Role of Extracellular Histidine Residues for the Function and pH Sensitivity of Human Organic Anion Transporting Polypeptide 1B3.

Abstract

Organic anion transporting polypeptide 1B3 (OATP1B3) is a liver-specific transporter that mediates uptake of various substances from blood into hepatocytes. The transport function of OATP1B3 was shown to be pH-sensitive. As the protonation state of extracellular histidine residues can be affected by the environmental pH, in the present study, the role of 7 extracellular histidine residues in the function and pH sensitivity of OATP1B3 has been examined. Our results showed that H115 had the most significant effect on the function of OATP1B3. The Cryo-EM structure of OATP1B3 indicated that H115 is involved in the binding and release of bicarbonate during a transport cycle.
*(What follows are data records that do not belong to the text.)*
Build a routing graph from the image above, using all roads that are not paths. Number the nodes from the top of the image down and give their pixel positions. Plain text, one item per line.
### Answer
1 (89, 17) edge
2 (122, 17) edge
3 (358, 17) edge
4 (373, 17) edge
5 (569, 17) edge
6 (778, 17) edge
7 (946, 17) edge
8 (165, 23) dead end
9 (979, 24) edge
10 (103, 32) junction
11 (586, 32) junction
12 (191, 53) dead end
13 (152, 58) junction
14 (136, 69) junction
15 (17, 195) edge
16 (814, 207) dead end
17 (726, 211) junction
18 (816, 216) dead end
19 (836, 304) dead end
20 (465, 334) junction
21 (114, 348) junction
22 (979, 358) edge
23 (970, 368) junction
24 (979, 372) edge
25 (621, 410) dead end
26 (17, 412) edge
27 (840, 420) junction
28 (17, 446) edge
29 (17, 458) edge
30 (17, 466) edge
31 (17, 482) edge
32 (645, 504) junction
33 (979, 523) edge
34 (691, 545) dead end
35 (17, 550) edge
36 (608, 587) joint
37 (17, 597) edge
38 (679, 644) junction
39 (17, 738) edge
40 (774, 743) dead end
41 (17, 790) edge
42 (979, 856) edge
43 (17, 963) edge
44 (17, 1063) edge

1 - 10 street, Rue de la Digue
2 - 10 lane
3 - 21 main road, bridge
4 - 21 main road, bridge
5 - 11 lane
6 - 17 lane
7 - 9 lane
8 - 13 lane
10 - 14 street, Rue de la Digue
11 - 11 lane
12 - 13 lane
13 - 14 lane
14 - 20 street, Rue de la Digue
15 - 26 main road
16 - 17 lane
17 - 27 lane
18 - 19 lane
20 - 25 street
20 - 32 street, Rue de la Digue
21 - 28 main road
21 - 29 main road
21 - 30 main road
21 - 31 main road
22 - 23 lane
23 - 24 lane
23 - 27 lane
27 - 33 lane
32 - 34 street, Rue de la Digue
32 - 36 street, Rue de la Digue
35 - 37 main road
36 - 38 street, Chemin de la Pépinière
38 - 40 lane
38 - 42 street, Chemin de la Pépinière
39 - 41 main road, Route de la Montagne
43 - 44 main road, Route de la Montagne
Functional studies on H115 mutants suggested that a hydrogen-bond forming group was preferred over a positively charged group at site 115, indicating that a hydrogen bond is optimum for bicarbonate's binding/release cycle. This may also explain why OATP1B3 showed lower transport function at pH 4.5 than at pH 7.4, as H115 is positively charged at pH 4.5 but neutral at pH 7.4. In addition, the H115A mutation largely compromised the pH sensitivity of OATP1B3, probably due to the loss of its protonation state switching capability. Taken together, H115 plays an important role in the function and pH sensitivity of OATP1B3.